Back in Niggle's old house, only a corner of his canvas remains, a single leaf, and this is put into the museum (hence the title of the story). The place that has been created by Niggle and Parish in cooperation becomes known as 'Niggle's Parish'.

It is an odd little story, most disappointing to children. The 'journey' is quite plainly death—in fact, Tolkien makes something say so at the end of the story, where a councilor remarks that Niggle was worthless to society, and ought to have been sent on his journey much earlier, and consigned to the great Rubbish Heap. Like Yeats, Tolkien is continuing his argument with the socially conscious writers of the thirties. But what precisely is he saying? Niggle is an artist and something of a visionary, but all in a rather bumbling, incompetent manner. This incompetence seems to be the root of his trouble. If he were more ruthless, he would tell Parish to go to hell, and finish his picture. But this, Tolkien implies, is the wrong solution. The Niggle-Parish conflict is not really necessary; they
can
collaborate fruitfully, and when they do, it becomes clear that Niggle is Parish's superior.

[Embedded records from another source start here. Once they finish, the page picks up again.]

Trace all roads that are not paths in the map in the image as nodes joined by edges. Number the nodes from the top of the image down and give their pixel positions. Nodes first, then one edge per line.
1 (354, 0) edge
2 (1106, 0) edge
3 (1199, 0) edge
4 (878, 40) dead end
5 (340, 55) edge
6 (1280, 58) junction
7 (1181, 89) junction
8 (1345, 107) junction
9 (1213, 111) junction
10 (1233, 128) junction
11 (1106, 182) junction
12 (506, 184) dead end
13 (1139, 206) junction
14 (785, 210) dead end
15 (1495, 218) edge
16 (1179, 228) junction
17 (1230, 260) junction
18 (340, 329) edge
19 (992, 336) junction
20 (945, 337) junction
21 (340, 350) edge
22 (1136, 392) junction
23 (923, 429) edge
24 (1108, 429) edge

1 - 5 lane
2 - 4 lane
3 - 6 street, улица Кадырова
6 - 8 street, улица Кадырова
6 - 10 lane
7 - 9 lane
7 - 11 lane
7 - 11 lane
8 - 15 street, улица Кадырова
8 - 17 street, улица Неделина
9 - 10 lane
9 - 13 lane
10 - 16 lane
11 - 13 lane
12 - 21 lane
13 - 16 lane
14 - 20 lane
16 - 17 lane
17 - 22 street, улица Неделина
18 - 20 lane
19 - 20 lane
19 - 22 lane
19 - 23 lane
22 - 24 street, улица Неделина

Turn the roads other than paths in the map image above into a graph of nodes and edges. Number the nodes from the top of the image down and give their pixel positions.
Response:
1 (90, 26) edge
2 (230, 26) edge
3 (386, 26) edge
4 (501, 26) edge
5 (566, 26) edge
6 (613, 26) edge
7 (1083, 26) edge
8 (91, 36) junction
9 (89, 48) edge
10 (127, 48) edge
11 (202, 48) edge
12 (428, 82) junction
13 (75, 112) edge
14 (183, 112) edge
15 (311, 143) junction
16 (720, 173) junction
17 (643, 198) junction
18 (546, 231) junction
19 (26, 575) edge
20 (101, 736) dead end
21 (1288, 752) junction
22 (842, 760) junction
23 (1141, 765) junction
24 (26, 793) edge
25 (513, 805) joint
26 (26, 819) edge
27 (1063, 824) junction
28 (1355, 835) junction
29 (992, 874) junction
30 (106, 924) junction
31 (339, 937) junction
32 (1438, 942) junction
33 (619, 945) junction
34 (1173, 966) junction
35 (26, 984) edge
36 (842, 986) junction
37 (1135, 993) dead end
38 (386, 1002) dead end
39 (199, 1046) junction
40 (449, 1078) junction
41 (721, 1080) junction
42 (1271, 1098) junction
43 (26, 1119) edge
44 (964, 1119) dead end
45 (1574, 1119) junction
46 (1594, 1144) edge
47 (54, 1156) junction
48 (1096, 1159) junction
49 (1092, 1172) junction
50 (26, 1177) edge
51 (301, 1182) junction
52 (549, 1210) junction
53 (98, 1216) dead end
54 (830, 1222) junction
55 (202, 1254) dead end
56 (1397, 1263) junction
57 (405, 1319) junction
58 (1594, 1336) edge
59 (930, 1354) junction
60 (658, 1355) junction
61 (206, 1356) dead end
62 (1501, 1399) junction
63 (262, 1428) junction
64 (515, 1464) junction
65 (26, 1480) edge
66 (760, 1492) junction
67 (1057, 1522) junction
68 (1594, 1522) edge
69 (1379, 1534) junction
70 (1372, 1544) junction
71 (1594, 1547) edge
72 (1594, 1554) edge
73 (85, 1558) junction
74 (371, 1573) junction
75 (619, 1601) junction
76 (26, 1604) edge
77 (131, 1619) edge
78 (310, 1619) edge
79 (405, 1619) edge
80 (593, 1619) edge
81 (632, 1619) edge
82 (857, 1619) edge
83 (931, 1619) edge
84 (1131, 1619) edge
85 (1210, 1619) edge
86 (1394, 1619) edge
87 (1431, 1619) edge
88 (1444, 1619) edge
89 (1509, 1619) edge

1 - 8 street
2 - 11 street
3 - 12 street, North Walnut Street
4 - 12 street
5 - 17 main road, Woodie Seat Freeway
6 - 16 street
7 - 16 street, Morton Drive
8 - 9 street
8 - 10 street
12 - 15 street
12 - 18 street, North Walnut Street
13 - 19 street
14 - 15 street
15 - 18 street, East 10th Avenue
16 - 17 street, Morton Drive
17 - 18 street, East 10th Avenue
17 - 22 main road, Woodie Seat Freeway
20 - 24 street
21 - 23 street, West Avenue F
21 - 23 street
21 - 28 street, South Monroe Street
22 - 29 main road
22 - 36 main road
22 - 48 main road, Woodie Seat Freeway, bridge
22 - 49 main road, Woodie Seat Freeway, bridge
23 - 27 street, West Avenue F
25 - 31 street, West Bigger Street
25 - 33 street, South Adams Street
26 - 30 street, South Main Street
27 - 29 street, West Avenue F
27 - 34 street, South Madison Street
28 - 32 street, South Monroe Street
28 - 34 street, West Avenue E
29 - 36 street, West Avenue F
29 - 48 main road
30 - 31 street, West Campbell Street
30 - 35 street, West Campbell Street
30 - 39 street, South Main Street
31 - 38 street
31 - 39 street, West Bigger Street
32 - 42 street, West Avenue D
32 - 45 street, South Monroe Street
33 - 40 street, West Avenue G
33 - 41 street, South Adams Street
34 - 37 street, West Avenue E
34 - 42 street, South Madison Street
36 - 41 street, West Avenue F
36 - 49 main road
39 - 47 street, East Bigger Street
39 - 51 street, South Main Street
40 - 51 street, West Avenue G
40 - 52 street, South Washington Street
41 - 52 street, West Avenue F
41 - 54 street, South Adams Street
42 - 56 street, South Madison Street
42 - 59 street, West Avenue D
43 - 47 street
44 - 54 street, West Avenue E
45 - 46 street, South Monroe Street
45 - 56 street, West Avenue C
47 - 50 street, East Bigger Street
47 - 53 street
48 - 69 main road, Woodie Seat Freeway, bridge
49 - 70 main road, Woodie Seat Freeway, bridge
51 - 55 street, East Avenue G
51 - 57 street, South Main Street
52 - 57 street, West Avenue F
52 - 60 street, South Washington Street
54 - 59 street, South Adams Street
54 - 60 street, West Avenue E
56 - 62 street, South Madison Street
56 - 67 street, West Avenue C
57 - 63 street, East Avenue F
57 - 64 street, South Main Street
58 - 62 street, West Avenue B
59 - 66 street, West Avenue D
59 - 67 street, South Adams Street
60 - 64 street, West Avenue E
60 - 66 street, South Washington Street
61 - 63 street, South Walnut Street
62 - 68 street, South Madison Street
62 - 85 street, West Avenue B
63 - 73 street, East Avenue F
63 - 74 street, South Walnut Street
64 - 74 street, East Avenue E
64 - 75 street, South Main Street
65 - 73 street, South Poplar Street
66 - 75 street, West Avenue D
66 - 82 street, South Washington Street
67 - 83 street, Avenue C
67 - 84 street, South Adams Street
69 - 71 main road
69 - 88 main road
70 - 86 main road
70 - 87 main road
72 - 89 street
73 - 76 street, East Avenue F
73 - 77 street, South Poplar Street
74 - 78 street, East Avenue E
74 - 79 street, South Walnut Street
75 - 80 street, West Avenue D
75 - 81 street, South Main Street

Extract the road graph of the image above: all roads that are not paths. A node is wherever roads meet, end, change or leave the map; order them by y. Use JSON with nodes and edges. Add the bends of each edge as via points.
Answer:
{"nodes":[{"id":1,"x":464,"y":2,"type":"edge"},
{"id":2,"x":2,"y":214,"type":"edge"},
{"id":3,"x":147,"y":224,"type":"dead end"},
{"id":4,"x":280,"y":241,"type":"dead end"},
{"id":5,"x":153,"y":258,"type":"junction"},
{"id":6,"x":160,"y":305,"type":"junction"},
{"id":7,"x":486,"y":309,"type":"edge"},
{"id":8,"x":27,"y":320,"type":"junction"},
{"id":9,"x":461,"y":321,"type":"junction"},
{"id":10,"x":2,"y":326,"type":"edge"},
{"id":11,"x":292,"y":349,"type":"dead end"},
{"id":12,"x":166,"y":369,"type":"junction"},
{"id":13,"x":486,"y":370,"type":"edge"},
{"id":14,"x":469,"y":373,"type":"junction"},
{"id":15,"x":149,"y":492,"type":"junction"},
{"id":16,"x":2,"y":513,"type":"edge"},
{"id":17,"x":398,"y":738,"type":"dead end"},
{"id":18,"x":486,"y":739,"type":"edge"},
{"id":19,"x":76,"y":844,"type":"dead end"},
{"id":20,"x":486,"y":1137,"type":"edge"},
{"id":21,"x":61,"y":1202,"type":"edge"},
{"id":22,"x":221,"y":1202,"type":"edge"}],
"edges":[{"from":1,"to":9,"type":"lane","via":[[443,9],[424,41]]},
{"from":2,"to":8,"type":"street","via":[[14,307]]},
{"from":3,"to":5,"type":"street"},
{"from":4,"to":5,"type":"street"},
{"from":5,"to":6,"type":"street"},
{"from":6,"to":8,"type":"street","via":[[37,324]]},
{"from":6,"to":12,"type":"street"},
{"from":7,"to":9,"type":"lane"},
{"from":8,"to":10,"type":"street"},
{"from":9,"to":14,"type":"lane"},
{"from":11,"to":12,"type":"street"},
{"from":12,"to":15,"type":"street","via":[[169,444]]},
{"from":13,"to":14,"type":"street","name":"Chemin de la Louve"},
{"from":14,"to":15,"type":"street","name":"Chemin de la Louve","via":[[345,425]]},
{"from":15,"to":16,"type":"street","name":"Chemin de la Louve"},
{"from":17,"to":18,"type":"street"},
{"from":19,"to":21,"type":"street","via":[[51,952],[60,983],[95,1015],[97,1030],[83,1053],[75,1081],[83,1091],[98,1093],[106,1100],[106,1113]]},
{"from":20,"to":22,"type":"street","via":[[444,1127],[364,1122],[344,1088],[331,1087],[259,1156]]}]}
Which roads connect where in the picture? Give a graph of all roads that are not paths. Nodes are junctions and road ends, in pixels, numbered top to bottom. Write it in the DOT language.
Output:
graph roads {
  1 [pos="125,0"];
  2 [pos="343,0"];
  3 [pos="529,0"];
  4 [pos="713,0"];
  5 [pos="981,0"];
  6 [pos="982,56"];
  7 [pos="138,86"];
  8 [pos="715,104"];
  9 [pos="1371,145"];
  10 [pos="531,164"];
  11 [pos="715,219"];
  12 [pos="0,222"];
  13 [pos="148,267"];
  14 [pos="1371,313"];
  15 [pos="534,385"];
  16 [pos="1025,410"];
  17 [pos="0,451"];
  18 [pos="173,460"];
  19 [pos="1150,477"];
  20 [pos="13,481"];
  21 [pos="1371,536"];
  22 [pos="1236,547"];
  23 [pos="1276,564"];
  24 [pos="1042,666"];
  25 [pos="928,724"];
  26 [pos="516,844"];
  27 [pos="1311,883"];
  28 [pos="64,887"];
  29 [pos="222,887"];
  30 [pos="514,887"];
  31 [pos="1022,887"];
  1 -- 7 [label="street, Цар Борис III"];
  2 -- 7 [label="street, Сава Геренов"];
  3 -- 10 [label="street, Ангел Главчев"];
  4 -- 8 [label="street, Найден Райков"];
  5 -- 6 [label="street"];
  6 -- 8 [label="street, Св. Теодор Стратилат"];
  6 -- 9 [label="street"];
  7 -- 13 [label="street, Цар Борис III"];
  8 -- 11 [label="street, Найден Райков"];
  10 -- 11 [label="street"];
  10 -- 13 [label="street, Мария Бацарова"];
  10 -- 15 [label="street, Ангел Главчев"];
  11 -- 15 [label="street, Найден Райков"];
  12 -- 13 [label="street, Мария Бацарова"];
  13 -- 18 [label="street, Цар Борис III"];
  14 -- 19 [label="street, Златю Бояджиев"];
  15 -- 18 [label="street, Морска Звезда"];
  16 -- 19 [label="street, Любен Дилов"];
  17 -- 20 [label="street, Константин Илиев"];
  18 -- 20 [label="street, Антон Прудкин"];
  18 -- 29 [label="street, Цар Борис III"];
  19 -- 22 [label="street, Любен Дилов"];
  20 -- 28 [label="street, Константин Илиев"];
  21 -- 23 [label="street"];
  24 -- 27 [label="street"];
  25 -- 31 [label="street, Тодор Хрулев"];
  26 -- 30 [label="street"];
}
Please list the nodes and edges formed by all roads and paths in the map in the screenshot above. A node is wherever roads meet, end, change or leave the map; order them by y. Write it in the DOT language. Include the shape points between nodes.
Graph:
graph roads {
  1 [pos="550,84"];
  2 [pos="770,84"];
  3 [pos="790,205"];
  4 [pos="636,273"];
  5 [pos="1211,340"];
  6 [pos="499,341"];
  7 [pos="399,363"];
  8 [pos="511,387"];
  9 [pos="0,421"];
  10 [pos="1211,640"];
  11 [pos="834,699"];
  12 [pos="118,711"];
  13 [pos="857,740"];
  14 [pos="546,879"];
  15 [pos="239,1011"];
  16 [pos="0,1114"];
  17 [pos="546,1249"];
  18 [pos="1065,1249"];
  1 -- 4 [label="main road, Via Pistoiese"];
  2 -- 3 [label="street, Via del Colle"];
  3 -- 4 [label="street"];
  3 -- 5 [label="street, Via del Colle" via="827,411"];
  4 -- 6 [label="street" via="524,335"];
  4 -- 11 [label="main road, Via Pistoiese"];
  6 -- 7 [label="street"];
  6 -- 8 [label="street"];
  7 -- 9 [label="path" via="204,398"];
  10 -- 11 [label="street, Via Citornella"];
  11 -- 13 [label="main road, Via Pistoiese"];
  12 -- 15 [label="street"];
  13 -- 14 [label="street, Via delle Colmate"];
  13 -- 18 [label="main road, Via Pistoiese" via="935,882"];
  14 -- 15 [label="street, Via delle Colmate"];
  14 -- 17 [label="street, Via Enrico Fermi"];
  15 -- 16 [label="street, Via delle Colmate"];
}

The final judgement, then, is unexpectedly complex. In the conflict between the artist and society, Tolkien comes down on the artist's side—as is to be expected—but he also blames the artist, implying that if he were less vague and incompetent, he could become something more like a leader of society—without, however, compromising his own basic vision. He does not have to become a servant of the State and paint pictures of tractors ... . But what precisely he is supposed to do is left to the imagination.

(I may point out, in parenthesis, that Tolkien's view agrees, unexpectedly, with Bernard Shaw's—as outlined, for example, in
Major Barbara
, where Shaw declares that the artist must come out of his ivory tower and try to become a dominant figure in the society. The question is of particular concern to me; it was at the core of my first book
The Outsider
(1956)—the problem of the relation between the artist and society. The romantics of the 19th century thought that the artist is at war with society, and must be destroyed by it eventually; this is the theme of all Hoffmann's stories. I suggested—in
The Outsider
and the subsequent five books of the 'cycle'—that the fault lies partly with the artist, for preferring pessimism and self-pity to serious thought, and that the 'outsider' must eventually learn to accept his position as a spiritual leader of society. The church once provided the link between 'outsiders' and society, standing for the world of values, of 'meanings' beyond the present. The artists of the 19th century found themselves without this visible symbol of nonmaterial values, and were, as Hoffmann says, frequently destroyed by society, or by their own destiny of standing outside it. I concluded that they must learn to stand alone, to be twice as strong, for half the problems of our civilisation are due to 'the treason of the intellectual', their tendency to opt out and collapse in self-pity.)